* **PROBLEM TO SOLVE**:
The entries that follow must be given again exactly, with no pictures kept.

-- Opening Marker --

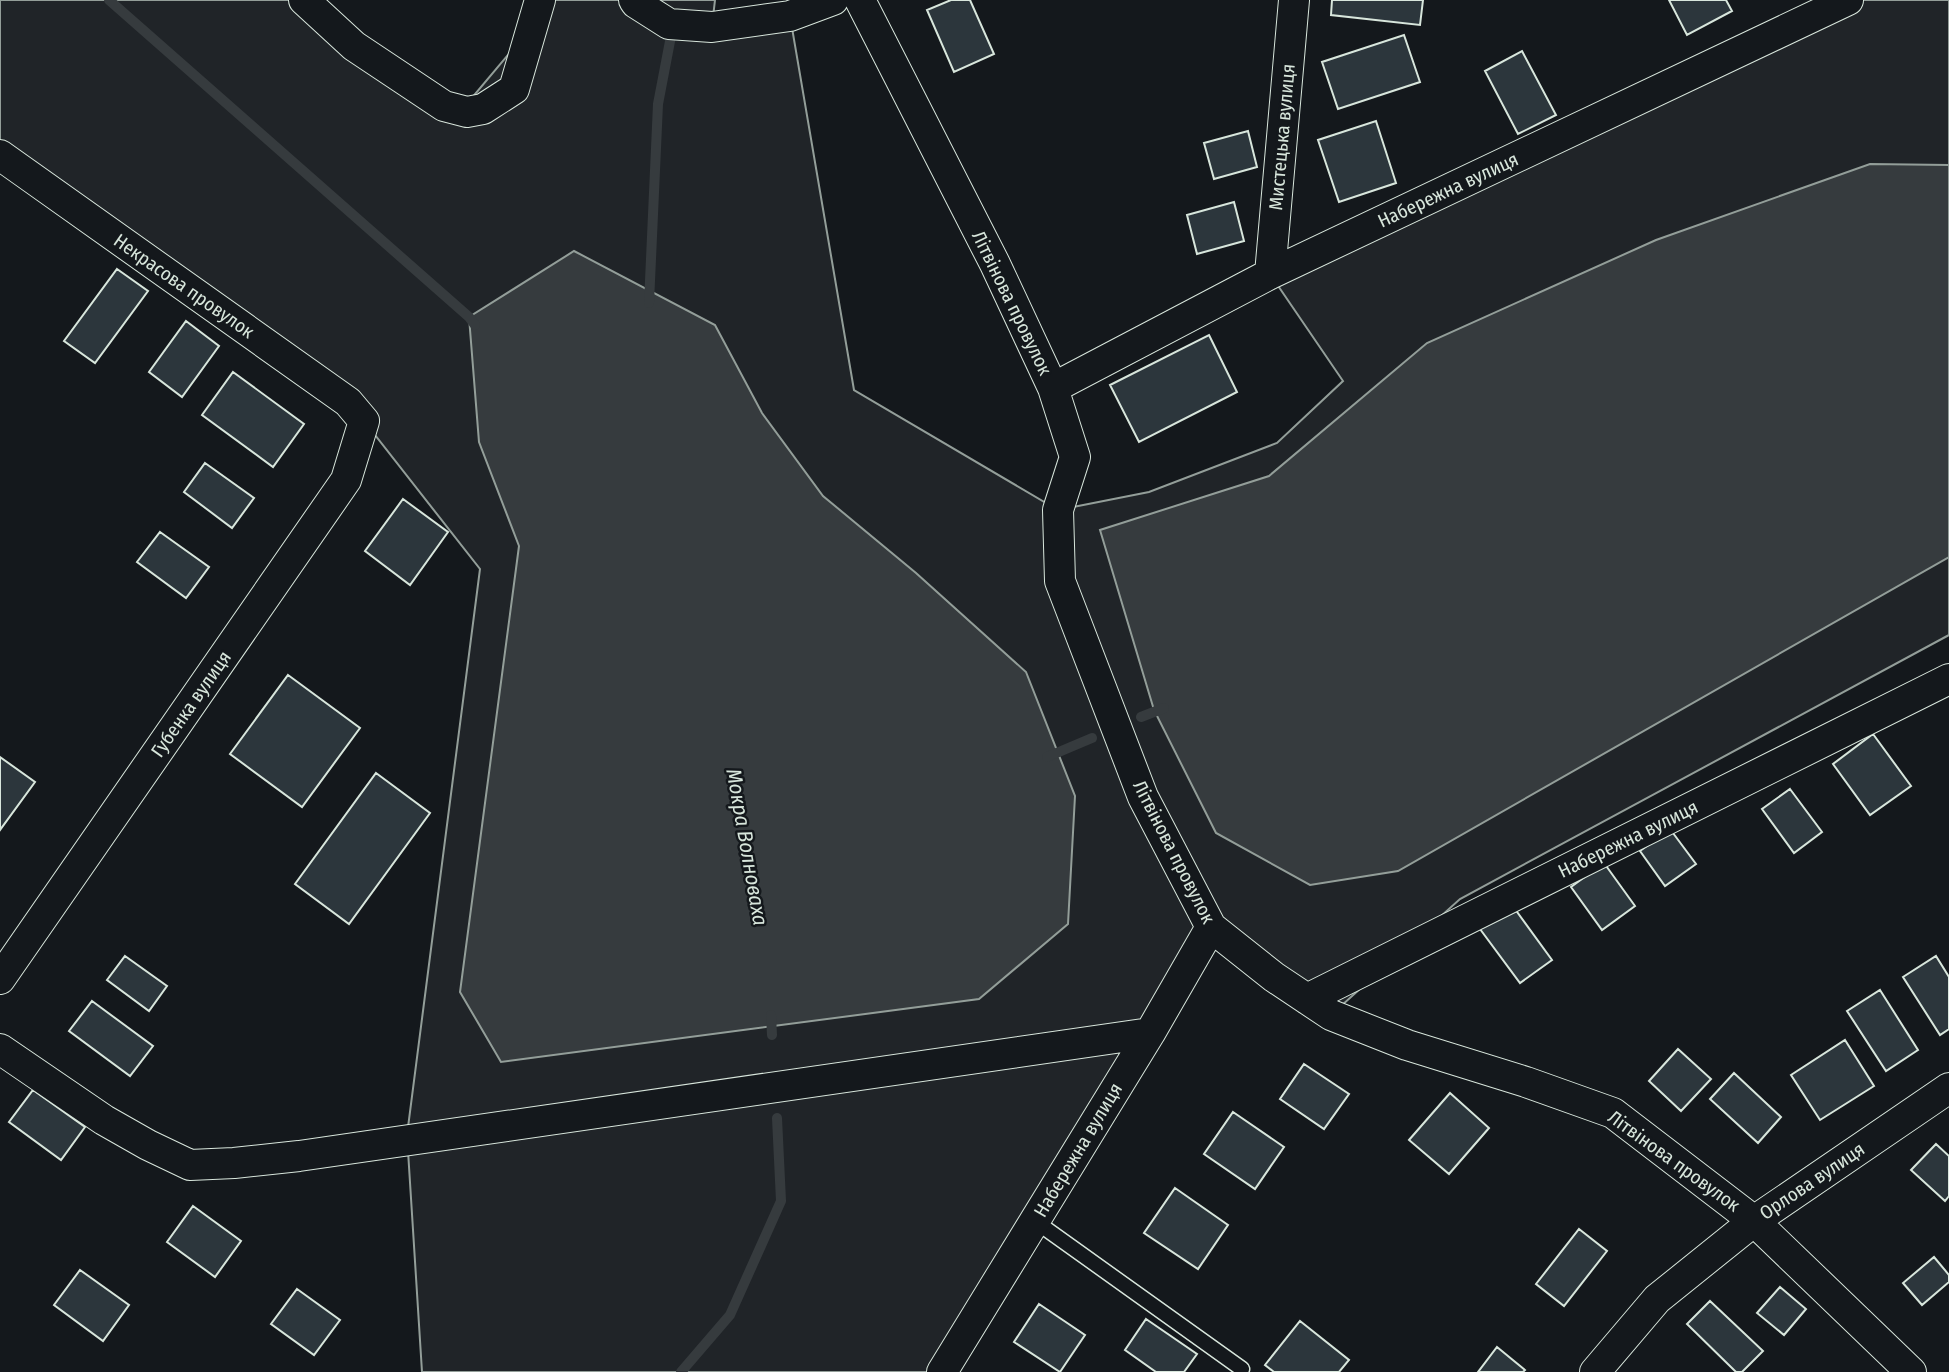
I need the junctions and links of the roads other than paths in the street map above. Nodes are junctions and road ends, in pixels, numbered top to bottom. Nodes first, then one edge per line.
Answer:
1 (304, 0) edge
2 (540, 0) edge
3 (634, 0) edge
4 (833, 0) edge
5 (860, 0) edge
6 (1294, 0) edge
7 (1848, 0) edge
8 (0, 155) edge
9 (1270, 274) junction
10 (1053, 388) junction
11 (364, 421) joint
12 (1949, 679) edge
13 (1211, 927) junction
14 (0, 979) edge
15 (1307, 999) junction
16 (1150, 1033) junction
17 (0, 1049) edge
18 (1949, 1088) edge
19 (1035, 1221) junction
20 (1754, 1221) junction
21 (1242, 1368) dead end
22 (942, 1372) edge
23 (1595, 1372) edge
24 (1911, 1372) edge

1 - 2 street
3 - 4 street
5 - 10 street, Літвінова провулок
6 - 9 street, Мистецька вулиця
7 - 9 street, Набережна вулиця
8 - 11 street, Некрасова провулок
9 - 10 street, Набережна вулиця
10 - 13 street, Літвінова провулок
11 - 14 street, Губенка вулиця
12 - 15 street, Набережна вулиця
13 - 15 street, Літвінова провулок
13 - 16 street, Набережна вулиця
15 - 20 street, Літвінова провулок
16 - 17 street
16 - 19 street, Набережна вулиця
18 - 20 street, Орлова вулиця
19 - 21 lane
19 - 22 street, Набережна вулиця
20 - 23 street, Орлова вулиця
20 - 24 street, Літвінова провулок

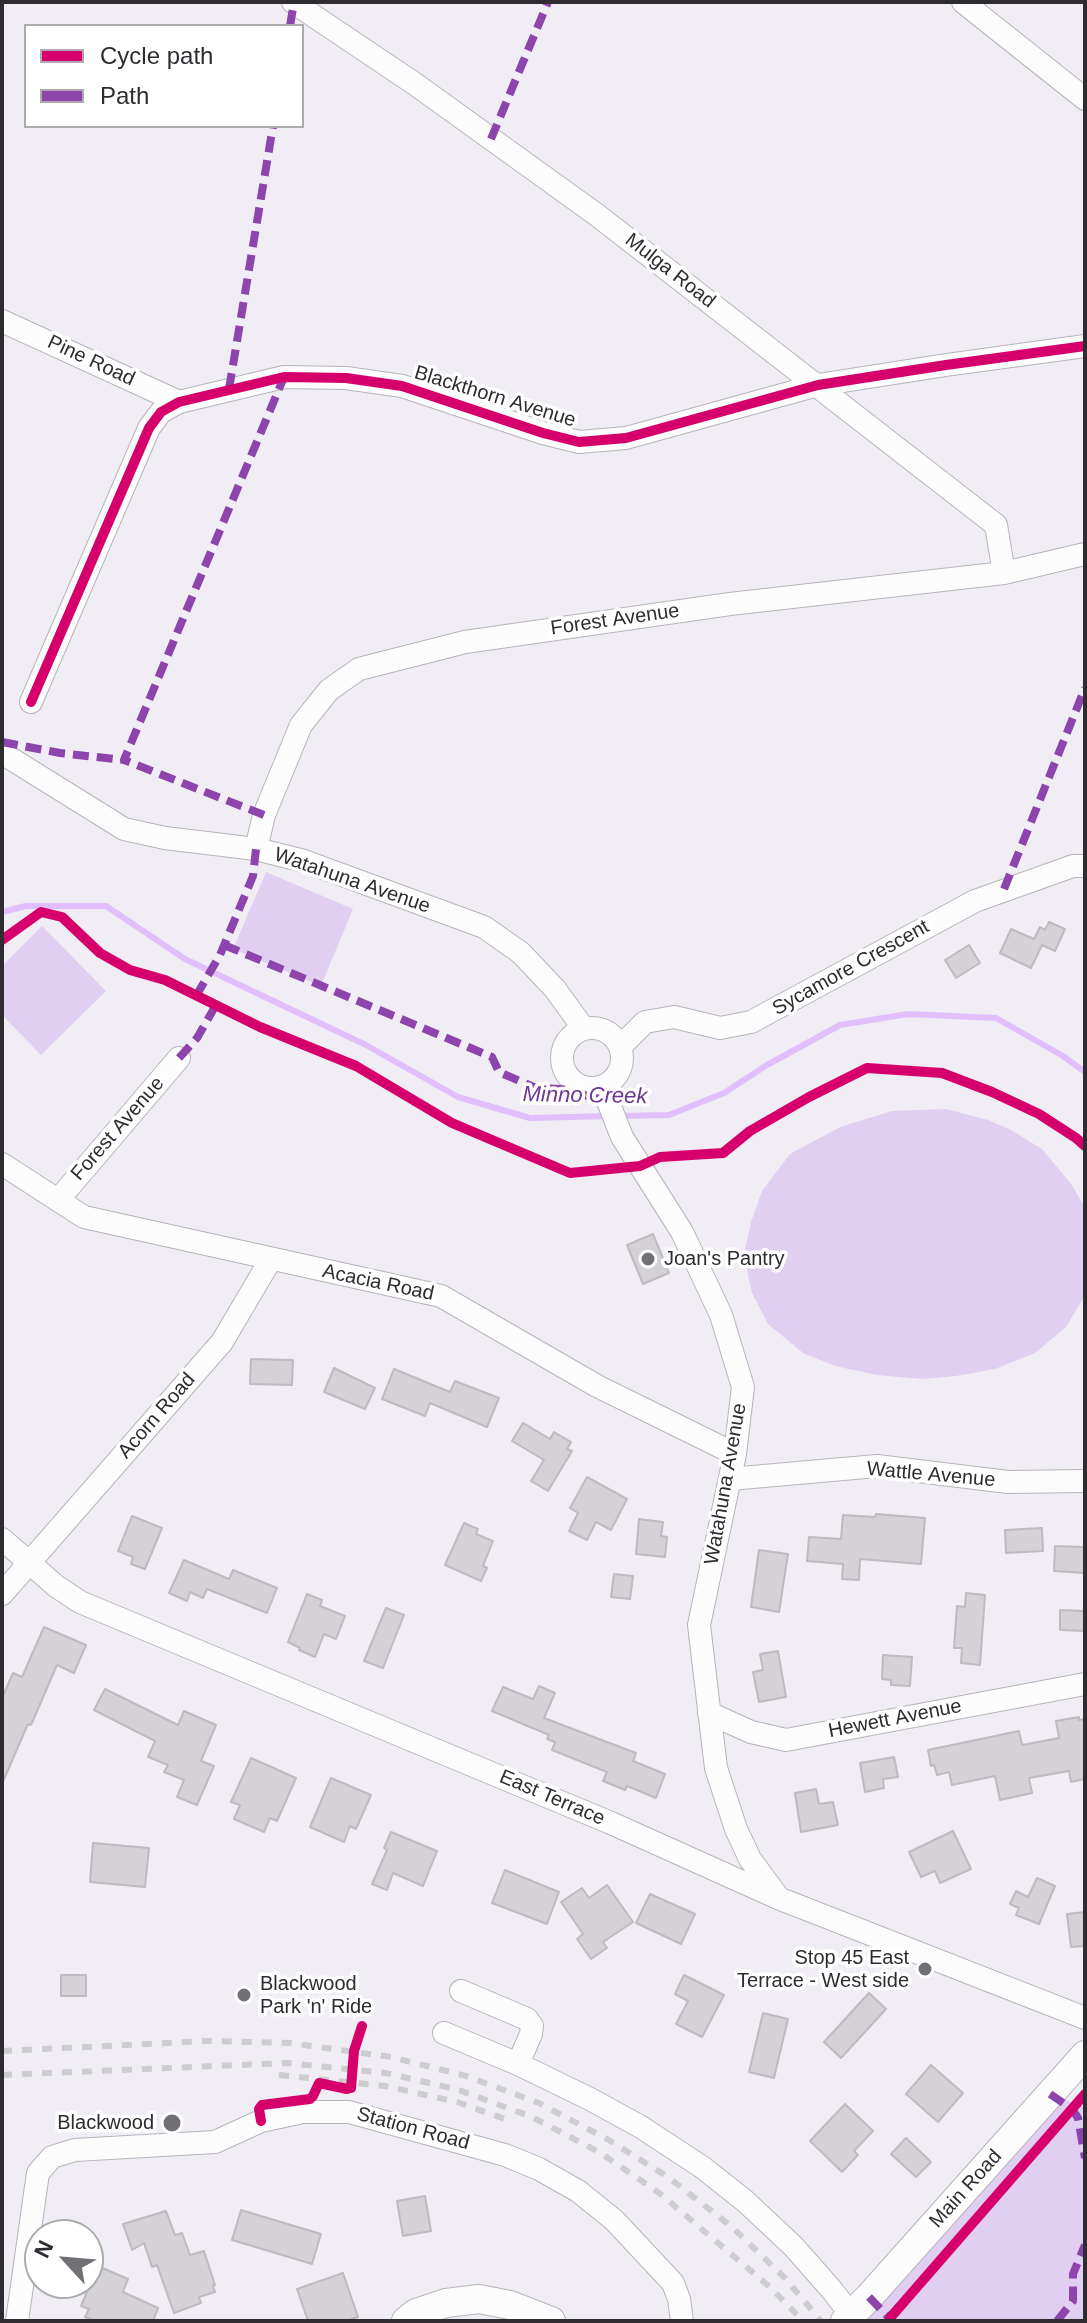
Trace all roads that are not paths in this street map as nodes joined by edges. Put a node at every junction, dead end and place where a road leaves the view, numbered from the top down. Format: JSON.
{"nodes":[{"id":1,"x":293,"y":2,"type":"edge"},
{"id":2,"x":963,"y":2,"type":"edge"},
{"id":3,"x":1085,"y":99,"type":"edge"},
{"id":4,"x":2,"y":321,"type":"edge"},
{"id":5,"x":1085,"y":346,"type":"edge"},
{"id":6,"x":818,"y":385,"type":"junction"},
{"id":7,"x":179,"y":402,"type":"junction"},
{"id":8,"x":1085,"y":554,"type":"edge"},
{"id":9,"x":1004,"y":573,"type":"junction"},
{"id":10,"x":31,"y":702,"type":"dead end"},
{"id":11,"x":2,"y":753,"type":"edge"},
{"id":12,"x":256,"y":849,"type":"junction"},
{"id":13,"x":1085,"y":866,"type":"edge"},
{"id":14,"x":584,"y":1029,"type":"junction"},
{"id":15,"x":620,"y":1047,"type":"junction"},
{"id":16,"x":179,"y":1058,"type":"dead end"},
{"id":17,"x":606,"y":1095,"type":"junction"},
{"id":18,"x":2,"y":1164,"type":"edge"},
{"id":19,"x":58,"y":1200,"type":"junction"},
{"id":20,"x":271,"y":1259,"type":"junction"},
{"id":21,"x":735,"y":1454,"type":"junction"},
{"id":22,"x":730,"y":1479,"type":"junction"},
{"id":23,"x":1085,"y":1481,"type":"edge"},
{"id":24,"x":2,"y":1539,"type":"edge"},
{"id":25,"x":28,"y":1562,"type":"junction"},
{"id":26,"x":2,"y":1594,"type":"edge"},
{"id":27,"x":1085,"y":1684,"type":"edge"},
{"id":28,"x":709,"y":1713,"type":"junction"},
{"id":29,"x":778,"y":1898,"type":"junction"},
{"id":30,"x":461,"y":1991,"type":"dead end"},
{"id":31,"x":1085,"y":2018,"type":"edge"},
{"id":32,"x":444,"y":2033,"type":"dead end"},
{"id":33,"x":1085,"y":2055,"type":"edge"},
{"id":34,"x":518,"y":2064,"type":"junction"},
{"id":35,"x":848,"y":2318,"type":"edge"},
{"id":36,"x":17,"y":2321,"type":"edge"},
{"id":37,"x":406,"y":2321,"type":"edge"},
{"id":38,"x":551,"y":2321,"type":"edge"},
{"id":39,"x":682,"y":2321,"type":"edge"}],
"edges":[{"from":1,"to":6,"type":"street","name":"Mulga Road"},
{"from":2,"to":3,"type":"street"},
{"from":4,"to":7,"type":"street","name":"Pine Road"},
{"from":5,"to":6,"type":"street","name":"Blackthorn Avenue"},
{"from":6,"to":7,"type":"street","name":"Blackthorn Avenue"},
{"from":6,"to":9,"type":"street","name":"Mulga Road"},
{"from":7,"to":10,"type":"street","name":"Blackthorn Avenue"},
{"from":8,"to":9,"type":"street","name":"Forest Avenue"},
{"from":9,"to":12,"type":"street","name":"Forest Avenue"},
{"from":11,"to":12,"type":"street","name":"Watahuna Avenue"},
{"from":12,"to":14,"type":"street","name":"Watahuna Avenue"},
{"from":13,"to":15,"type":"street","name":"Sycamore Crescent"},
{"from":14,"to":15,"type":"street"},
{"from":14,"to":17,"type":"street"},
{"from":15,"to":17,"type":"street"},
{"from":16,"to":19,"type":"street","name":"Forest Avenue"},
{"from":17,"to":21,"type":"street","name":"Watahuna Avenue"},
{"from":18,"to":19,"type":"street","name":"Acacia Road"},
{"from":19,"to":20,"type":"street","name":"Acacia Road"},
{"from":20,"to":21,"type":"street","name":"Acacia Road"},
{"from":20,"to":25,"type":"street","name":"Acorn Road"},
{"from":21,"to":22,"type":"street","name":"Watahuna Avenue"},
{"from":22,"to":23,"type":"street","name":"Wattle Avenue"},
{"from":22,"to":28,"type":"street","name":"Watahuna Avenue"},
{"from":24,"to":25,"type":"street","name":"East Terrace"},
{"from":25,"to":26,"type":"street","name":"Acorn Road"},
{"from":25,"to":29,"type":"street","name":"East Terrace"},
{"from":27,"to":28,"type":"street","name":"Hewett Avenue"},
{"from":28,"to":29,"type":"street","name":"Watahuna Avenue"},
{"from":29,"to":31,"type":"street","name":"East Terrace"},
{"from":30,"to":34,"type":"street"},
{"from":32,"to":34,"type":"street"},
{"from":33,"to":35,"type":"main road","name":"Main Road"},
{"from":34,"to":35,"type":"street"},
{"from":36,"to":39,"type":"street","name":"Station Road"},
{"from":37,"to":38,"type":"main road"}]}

-- Closing Marker --

* **RESULT OF THIS EXERCISE**:
I need the junctions and links of the roads other than paths in the street map above. Nodes are junctions and road ends, in pixels, numbered top to bottom. Nodes first, then one edge per line.
Answer:
1 (304, 0) edge
2 (540, 0) edge
3 (634, 0) edge
4 (833, 0) edge
5 (860, 0) edge
6 (1294, 0) edge
7 (1848, 0) edge
8 (0, 155) edge
9 (1270, 274) junction
10 (1053, 388) junction
11 (364, 421) joint
12 (1949, 679) edge
13 (1211, 927) junction
14 (0, 979) edge
15 (1307, 999) junction
16 (1150, 1033) junction
17 (0, 1049) edge
18 (1949, 1088) edge
19 (1035, 1221) junction
20 (1754, 1221) junction
21 (1242, 1368) dead end
22 (942, 1372) edge
23 (1595, 1372) edge
24 (1911, 1372) edge

1 - 2 street
3 - 4 street
5 - 10 street, Літвінова провулок
6 - 9 street, Мистецька вулиця
7 - 9 street, Набережна вулиця
8 - 11 street, Некрасова провулок
9 - 10 street, Набережна вулиця
10 - 13 street, Літвінова провулок
11 - 14 street, Губенка вулиця
12 - 15 street, Набережна вулиця
13 - 15 street, Літвінова провулок
13 - 16 street, Набережна вулиця
15 - 20 street, Літвінова провулок
16 - 17 street
16 - 19 street, Набережна вулиця
18 - 20 street, Орлова вулиця
19 - 21 lane
19 - 22 street, Набережна вулиця
20 - 23 street, Орлова вулиця
20 - 24 street, Літвінова провулок

Trace all roads that are not paths in this street map as nodes joined by edges. Put a node at every junction, dead end and place where a road leaves the view, numbered from the top down. Format: JSON.
{"nodes":[{"id":1,"x":293,"y":2,"type":"edge"},
{"id":2,"x":963,"y":2,"type":"edge"},
{"id":3,"x":1085,"y":99,"type":"edge"},
{"id":4,"x":2,"y":321,"type":"edge"},
{"id":5,"x":1085,"y":346,"type":"edge"},
{"id":6,"x":818,"y":385,"type":"junction"},
{"id":7,"x":179,"y":402,"type":"junction"},
{"id":8,"x":1085,"y":554,"type":"edge"},
{"id":9,"x":1004,"y":573,"type":"junction"},
{"id":10,"x":31,"y":702,"type":"dead end"},
{"id":11,"x":2,"y":753,"type":"edge"},
{"id":12,"x":256,"y":849,"type":"junction"},
{"id":13,"x":1085,"y":866,"type":"edge"},
{"id":14,"x":584,"y":1029,"type":"junction"},
{"id":15,"x":620,"y":1047,"type":"junction"},
{"id":16,"x":179,"y":1058,"type":"dead end"},
{"id":17,"x":606,"y":1095,"type":"junction"},
{"id":18,"x":2,"y":1164,"type":"edge"},
{"id":19,"x":58,"y":1200,"type":"junction"},
{"id":20,"x":271,"y":1259,"type":"junction"},
{"id":21,"x":735,"y":1454,"type":"junction"},
{"id":22,"x":730,"y":1479,"type":"junction"},
{"id":23,"x":1085,"y":1481,"type":"edge"},
{"id":24,"x":2,"y":1539,"type":"edge"},
{"id":25,"x":28,"y":1562,"type":"junction"},
{"id":26,"x":2,"y":1594,"type":"edge"},
{"id":27,"x":1085,"y":1684,"type":"edge"},
{"id":28,"x":709,"y":1713,"type":"junction"},
{"id":29,"x":778,"y":1898,"type":"junction"},
{"id":30,"x":461,"y":1991,"type":"dead end"},
{"id":31,"x":1085,"y":2018,"type":"edge"},
{"id":32,"x":444,"y":2033,"type":"dead end"},
{"id":33,"x":1085,"y":2055,"type":"edge"},
{"id":34,"x":518,"y":2064,"type":"junction"},
{"id":35,"x":848,"y":2318,"type":"edge"},
{"id":36,"x":17,"y":2321,"type":"edge"},
{"id":37,"x":406,"y":2321,"type":"edge"},
{"id":38,"x":551,"y":2321,"type":"edge"},
{"id":39,"x":682,"y":2321,"type":"edge"}],
"edges":[{"from":1,"to":6,"type":"street","name":"Mulga Road"},
{"from":2,"to":3,"type":"street"},
{"from":4,"to":7,"type":"street","name":"Pine Road"},
{"from":5,"to":6,"type":"street","name":"Blackthorn Avenue"},
{"from":6,"to":7,"type":"street","name":"Blackthorn Avenue"},
{"from":6,"to":9,"type":"street","name":"Mulga Road"},
{"from":7,"to":10,"type":"street","name":"Blackthorn Avenue"},
{"from":8,"to":9,"type":"street","name":"Forest Avenue"},
{"from":9,"to":12,"type":"street","name":"Forest Avenue"},
{"from":11,"to":12,"type":"street","name":"Watahuna Avenue"},
{"from":12,"to":14,"type":"street","name":"Watahuna Avenue"},
{"from":13,"to":15,"type":"street","name":"Sycamore Crescent"},
{"from":14,"to":15,"type":"street"},
{"from":14,"to":17,"type":"street"},
{"from":15,"to":17,"type":"street"},
{"from":16,"to":19,"type":"street","name":"Forest Avenue"},
{"from":17,"to":21,"type":"street","name":"Watahuna Avenue"},
{"from":18,"to":19,"type":"street","name":"Acacia Road"},
{"from":19,"to":20,"type":"street","name":"Acacia Road"},
{"from":20,"to":21,"type":"street","name":"Acacia Road"},
{"from":20,"to":25,"type":"street","name":"Acorn Road"},
{"from":21,"to":22,"type":"street","name":"Watahuna Avenue"},
{"from":22,"to":23,"type":"street","name":"Wattle Avenue"},
{"from":22,"to":28,"type":"street","name":"Watahuna Avenue"},
{"from":24,"to":25,"type":"street","name":"East Terrace"},
{"from":25,"to":26,"type":"street","name":"Acorn Road"},
{"from":25,"to":29,"type":"street","name":"East Terrace"},
{"from":27,"to":28,"type":"street","name":"Hewett Avenue"},
{"from":28,"to":29,"type":"street","name":"Watahuna Avenue"},
{"from":29,"to":31,"type":"street","name":"East Terrace"},
{"from":30,"to":34,"type":"street"},
{"from":32,"to":34,"type":"street"},
{"from":33,"to":35,"type":"main road","name":"Main Road"},
{"from":34,"to":35,"type":"street"},
{"from":36,"to":39,"type":"street","name":"Station Road"},
{"from":37,"to":38,"type":"main road"}]}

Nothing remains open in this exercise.